The current show at Little Theatre of Fall River is Neil Simon's 1963 Tony Award winning comedy, "Barefoot in the Park". The show is about newlyweds Paul and Corie Bratter, he is a brand new lawyer who just won his first case for six cents and she is a hopeless romantic who has leased this high rent apartment. After six days of wedded bliss at the Plaza, they move into an apartment on the sixth floor of an old brownstone which is full of weird neighbors, on East 48th Street in New York City. It is the early 1960's and they continually have to climb six wheezing flights of stairs to get there. They also have no furniture, there is no room for a double bed, the sky light leaks, there is no heat (and it's February) and their bohemian neighbor is only able to access his padlocked attic apartment via their window ledge. When Paul fails to grasp the romance of their quirky living situation, Corie begins to think her husband is a stuffed shirt especially when he refused to take a walk with her barefoot in the snow in a nearby park. Director Jeff Belanger creates a wonderful 1960's atmosphere for this show with his light green walls for the set, the music including "Winchester Cathedral" and "Never on a Sunday" and his costumes, too. Jeff blocks the show utilizing the whole playing area even the skylight over the apartment. He is aided in his task by hard working stage manager, David Tinkham and tech director, Shawn G. Elliott with the multitude of props handled by Janice Farrell and Norene Cruz.
The leading players in this show are played by real life married couple, Roger and Sarah Duarte. (They have been married happily for 11 years and have 2 children.) She is a pretty brunette who plays this free spirited girl who is madly in love with her husband beautifully. Corie wants to talk to him constantly at first. Sarah runs the gamut of emotions in this role, going from hysterical to angry to sad and back again. The goulash eating scene is hilarious and when she pretends to be talking to a mystery man on the phone, Paul discovers it is someone offering her Bosanova lessons.. (I reviewed Sarah in 2006 in "Mrs. Goody", a show her mother Cynthia Mello wrote.) He handles the huge role of Paul Bratter wonderfully. Paul is shocked at the appearance of the apartment but tries to spare Corie's feelings, however later on after all the craziness he explodes into some well handled argument scenes with his wife. Roger's packing scene with putting all his clothes and briefcase into the suitcase is very funny as is the final scene when he returns to the apartment drunk after having walked barefoot in the park. Roger on the ledge of the skylight is a laugh out loud moment as he sings "Shama, Shama" which is "Jimmy Crackcorn and I don't care" in Greek. Their being married spills over into their portrayals, giving the show a realism to it.

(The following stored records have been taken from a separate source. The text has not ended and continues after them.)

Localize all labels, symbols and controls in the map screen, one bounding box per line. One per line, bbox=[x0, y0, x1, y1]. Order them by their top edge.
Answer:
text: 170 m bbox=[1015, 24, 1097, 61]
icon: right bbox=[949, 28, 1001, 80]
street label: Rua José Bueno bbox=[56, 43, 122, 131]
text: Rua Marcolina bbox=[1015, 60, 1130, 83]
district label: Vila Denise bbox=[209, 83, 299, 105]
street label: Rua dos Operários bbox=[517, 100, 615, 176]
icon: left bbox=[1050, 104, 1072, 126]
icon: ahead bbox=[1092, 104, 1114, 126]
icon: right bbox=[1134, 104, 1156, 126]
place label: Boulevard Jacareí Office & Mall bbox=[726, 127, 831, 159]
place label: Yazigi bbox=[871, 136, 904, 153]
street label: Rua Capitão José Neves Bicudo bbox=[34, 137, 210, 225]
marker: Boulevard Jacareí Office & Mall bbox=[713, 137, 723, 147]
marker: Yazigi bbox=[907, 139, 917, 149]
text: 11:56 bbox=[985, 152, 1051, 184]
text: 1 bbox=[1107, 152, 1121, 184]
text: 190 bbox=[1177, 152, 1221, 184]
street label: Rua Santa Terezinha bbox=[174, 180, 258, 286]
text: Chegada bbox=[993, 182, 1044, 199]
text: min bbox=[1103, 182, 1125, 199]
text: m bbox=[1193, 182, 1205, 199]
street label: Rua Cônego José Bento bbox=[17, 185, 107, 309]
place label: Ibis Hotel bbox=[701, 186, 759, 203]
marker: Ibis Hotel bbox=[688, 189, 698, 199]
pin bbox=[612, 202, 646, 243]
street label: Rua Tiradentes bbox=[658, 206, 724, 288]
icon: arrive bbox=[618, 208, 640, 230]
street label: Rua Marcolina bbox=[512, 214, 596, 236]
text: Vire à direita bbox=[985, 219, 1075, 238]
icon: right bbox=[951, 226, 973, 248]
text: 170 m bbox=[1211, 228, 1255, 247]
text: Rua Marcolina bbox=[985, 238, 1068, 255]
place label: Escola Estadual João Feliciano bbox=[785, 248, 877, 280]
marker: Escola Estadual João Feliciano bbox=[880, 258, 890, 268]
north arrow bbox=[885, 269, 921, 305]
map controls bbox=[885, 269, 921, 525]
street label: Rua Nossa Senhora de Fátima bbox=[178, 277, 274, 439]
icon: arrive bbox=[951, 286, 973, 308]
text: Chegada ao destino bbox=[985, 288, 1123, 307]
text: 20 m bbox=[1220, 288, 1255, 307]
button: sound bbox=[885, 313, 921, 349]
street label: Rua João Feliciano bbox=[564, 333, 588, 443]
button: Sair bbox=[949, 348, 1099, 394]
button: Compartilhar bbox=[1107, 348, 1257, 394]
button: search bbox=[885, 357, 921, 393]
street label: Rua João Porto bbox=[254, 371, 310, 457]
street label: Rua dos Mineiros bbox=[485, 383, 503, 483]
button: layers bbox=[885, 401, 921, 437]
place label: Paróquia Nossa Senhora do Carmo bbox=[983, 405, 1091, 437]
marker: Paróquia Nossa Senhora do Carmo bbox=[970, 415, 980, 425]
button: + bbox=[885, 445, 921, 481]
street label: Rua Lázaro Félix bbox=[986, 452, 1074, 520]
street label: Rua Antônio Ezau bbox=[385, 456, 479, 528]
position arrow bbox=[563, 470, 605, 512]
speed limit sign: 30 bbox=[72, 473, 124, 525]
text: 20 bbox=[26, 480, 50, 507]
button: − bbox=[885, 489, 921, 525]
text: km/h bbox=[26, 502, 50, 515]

The biggest scene stealer in this show is Ellen Barnes as Corie's mother, Ethel Banks. She is hilarious whether she is climbing up six flights of stairs, delivering rapid fire one liners, popping pink pills so she won't vomit the exotic gourmet food they have eaten at the Albanian restaurant on Staten Island. Ellen is a hoot when she runs back into the apartment after being out all night long, wearing a man's bathrobe and slippers and not remembering what happened. The crazy upstairs neighbor, Victor Velasco is excellently played by Bob Gillet. His explaining the exotic food for the party scene is funny as he pops the food in his mouth after tossing it back and forth in his hands. Bob handles this womanizing man and his wacky antics perfectly. Victor tells Corie to flush up because the plumbing in the building is backwards. Rounding out the cast is John Panchley as Harry the telephone repairman who wheezes up the stairs in Act 1 & 3. He listens to the couples bickering back and forth in the last scene and has funny lines about the beer in the refrigerator. (He played the mean Mr. Frost in "Mrs. Goody".) 50 year member of Little Theater, John Cummings plays the out of breath Lord and Taylor delivery man in the first act. A word of praise for the special effects of the snowfall outside the skylight and for the elaborate furniture for the second act. So for an enjoyable evening of a Neil Simon comedy, be sure to catch "Barefoot in the Park" in Fall River, MA.